== Work order ==
Using the entries that follow, give the number of lines containing the string "Lisna". Write nothing besides that number.

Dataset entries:
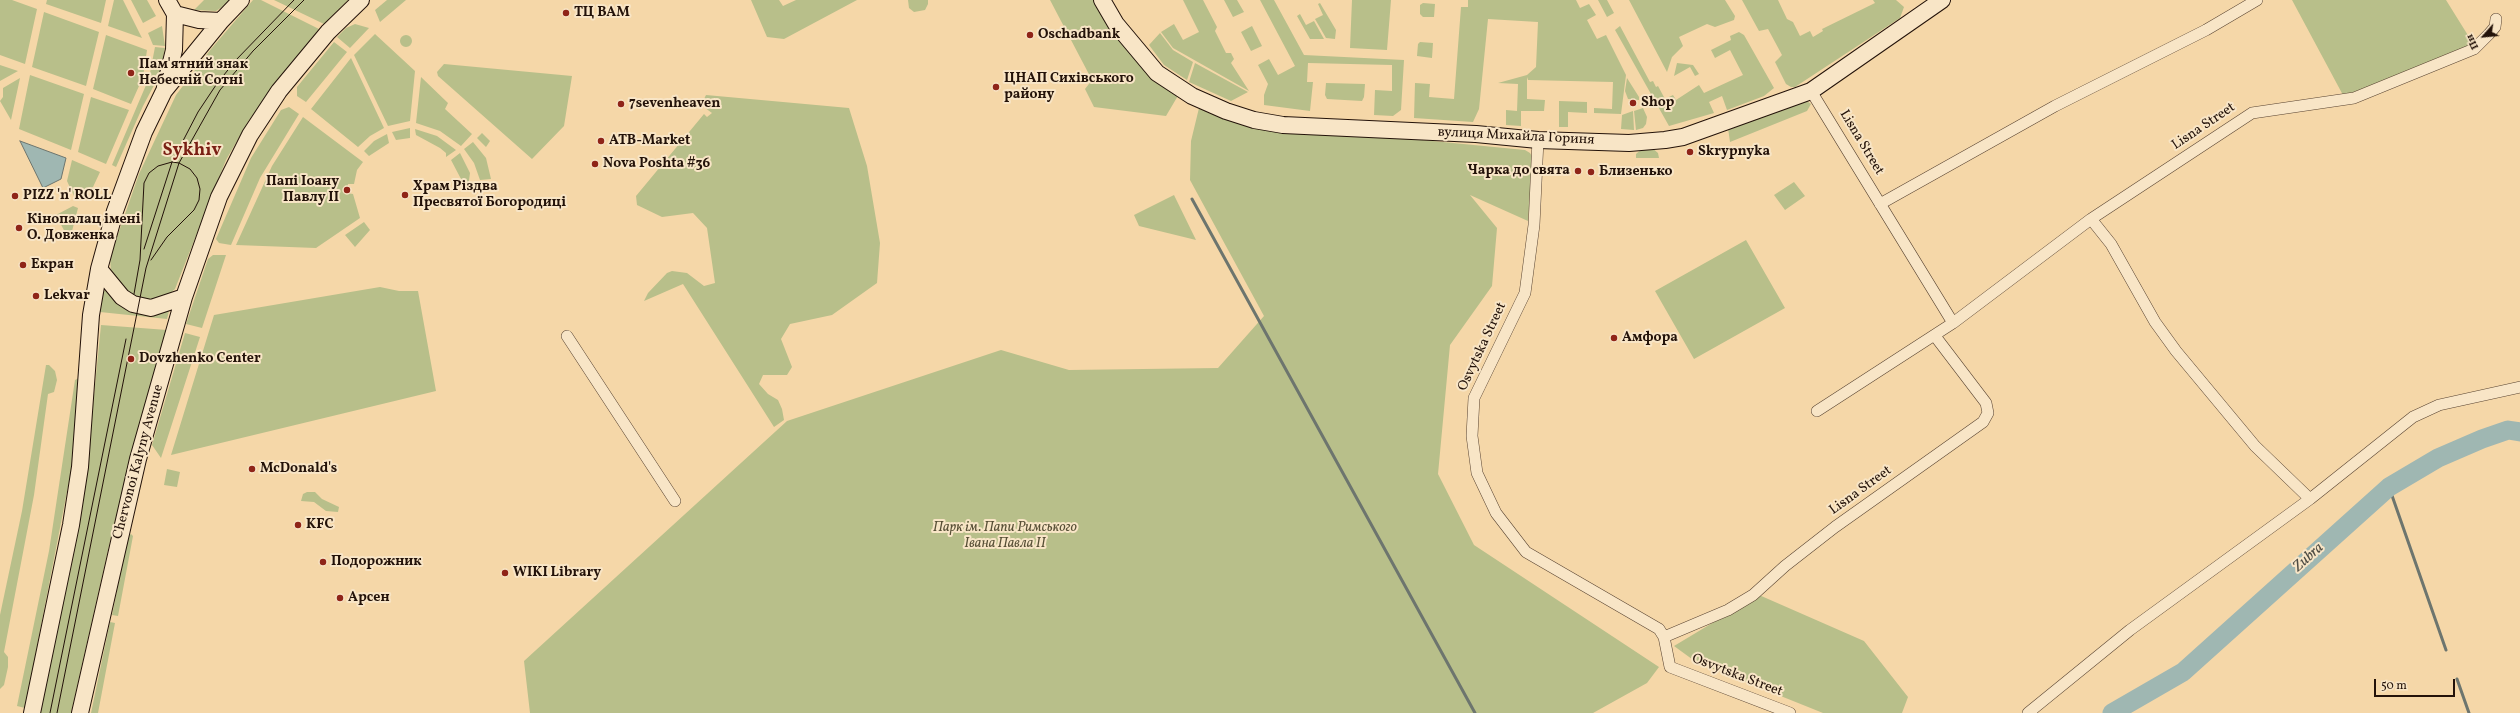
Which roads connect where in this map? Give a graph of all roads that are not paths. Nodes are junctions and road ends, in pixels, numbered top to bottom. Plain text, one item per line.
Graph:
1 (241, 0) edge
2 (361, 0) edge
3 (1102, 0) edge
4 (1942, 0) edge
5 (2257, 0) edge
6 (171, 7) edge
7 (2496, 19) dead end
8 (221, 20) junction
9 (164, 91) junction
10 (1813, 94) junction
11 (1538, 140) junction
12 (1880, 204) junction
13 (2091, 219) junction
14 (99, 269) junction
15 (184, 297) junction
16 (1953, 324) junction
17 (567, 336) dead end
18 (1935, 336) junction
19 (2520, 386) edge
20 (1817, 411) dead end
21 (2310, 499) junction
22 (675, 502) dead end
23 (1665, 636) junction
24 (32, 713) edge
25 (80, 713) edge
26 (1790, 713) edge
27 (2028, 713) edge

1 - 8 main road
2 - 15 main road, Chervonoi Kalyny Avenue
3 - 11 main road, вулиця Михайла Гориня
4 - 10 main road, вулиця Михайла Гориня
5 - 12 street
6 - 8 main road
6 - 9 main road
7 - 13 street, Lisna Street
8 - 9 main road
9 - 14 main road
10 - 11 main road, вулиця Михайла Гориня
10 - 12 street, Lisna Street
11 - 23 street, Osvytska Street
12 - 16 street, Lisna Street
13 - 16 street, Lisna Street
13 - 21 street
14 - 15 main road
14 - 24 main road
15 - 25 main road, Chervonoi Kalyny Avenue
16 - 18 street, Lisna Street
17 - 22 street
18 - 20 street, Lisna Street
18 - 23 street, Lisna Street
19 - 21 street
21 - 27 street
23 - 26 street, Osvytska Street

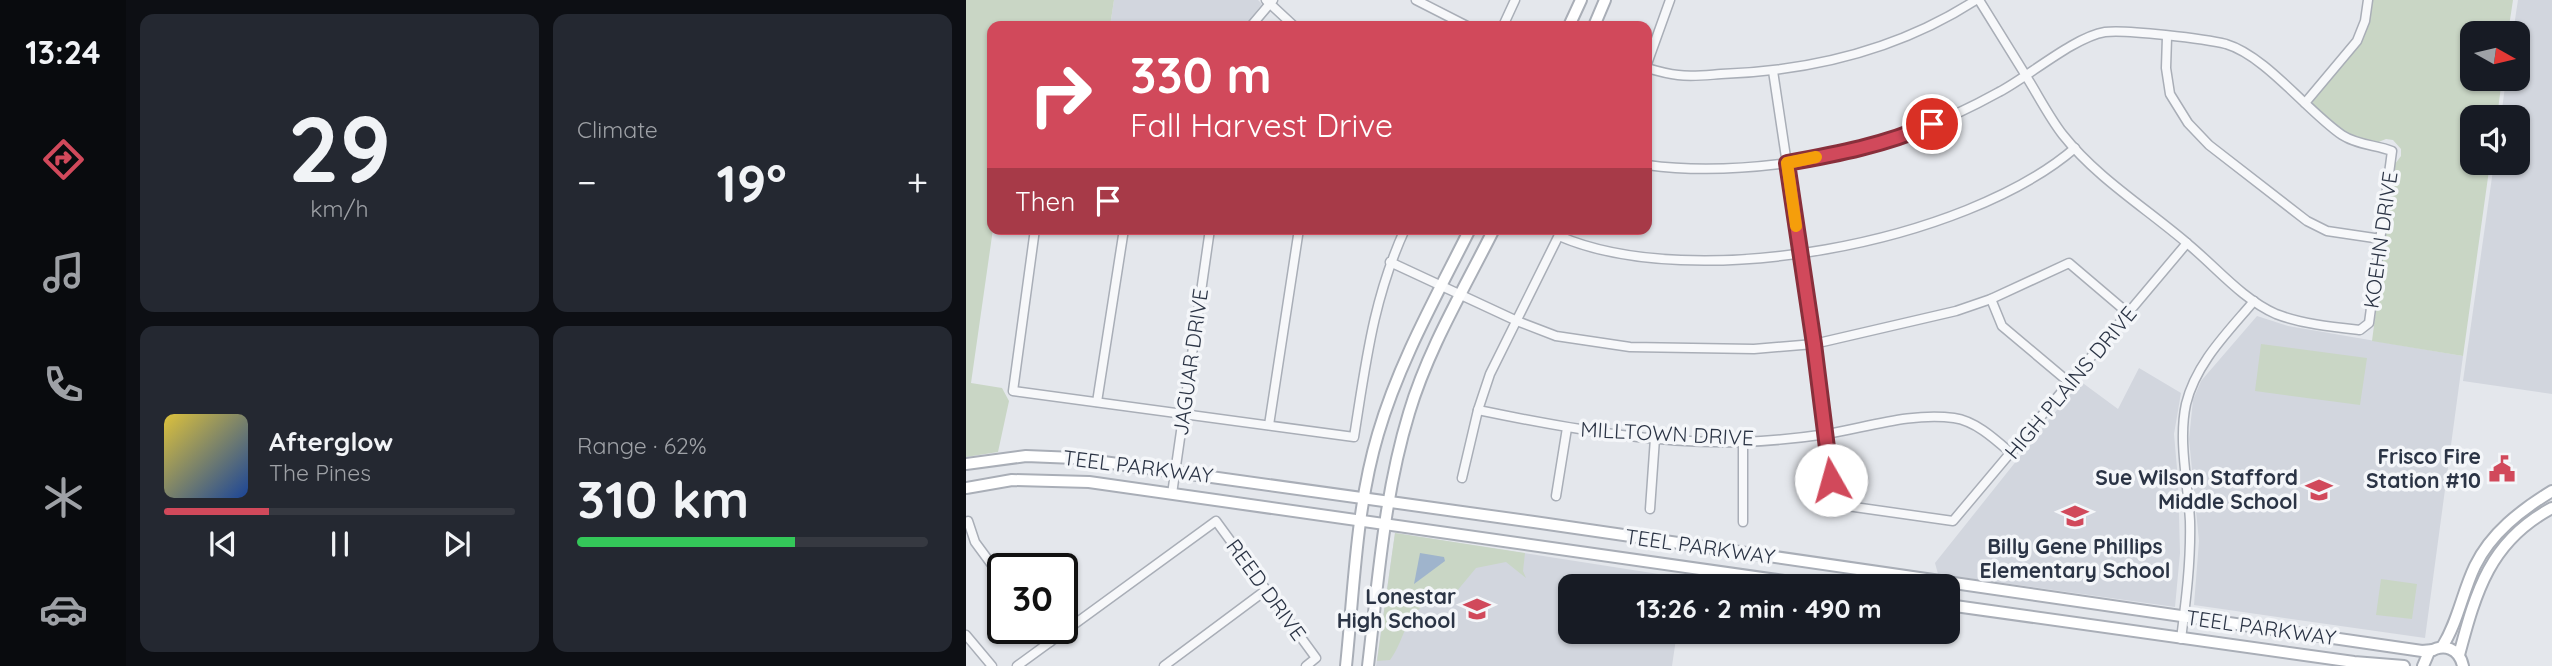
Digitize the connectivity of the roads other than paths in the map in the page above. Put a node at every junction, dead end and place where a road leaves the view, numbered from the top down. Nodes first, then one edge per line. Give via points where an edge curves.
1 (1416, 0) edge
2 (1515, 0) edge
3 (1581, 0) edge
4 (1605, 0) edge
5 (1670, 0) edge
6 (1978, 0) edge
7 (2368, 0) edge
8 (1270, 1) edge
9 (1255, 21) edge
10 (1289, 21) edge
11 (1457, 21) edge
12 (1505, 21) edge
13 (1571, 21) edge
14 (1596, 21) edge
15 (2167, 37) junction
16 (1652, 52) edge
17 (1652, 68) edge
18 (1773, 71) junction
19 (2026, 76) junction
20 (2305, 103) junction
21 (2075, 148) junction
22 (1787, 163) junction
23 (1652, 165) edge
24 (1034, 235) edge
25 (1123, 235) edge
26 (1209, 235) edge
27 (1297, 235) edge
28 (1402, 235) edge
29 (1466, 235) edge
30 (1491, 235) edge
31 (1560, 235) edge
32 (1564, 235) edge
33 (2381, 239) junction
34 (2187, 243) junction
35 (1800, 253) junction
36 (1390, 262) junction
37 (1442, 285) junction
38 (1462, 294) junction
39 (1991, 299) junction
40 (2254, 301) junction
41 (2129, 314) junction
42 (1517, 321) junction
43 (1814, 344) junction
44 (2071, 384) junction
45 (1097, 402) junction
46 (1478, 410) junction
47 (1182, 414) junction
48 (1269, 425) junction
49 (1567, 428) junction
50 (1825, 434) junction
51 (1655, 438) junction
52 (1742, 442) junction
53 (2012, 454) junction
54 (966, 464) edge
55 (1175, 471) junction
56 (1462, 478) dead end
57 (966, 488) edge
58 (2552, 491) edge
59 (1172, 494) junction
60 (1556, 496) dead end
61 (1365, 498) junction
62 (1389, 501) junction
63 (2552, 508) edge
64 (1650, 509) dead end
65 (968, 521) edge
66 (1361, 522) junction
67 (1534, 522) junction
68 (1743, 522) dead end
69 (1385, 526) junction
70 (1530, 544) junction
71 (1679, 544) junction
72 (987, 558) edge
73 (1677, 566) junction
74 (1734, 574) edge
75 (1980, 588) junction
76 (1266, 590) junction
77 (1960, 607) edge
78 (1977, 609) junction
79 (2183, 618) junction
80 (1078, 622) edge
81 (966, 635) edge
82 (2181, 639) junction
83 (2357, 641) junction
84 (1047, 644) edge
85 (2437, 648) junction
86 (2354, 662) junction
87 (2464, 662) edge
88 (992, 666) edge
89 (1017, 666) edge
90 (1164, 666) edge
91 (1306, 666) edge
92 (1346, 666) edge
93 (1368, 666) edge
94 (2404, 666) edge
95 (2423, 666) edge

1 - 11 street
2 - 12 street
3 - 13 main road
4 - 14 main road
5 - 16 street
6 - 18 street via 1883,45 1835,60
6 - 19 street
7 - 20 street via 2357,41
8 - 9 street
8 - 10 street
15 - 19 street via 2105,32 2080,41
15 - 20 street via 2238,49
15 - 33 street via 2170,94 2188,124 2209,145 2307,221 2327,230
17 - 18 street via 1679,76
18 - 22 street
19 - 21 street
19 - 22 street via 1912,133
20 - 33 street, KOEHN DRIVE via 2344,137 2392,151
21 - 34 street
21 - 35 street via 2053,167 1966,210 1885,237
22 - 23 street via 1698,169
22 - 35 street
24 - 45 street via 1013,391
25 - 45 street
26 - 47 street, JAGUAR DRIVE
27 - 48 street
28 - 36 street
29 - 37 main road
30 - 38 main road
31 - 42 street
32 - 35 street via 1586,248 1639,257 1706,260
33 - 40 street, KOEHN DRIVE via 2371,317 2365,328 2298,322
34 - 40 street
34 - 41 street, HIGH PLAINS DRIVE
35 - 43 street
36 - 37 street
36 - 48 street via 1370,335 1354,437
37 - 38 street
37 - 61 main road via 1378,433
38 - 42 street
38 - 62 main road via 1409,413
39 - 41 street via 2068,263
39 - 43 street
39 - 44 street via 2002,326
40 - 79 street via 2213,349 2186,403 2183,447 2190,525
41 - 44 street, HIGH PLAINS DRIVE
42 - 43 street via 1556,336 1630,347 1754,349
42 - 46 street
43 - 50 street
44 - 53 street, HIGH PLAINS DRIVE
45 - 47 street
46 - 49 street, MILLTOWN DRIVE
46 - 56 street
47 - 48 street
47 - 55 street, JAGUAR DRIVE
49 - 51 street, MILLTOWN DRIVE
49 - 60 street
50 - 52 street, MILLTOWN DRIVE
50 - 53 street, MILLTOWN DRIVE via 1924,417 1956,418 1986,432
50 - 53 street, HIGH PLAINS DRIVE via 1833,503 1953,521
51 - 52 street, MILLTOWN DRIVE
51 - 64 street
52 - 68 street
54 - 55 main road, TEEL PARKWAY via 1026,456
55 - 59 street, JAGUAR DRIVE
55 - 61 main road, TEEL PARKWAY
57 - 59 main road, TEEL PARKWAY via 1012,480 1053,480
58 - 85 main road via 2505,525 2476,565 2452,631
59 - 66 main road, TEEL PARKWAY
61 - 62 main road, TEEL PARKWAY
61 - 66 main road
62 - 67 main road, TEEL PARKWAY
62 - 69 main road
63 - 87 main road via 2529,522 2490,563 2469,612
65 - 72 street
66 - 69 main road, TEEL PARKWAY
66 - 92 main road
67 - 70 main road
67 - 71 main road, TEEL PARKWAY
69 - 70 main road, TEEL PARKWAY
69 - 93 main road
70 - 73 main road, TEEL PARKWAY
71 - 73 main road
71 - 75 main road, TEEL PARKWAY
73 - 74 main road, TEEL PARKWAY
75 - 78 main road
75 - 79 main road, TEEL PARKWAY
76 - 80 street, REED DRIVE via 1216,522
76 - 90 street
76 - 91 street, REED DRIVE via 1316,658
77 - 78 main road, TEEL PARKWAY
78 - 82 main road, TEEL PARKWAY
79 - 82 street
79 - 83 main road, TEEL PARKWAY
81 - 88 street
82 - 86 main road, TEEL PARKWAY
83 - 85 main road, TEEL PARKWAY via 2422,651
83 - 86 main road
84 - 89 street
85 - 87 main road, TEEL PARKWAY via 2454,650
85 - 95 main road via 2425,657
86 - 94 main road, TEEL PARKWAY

== Solution ==
7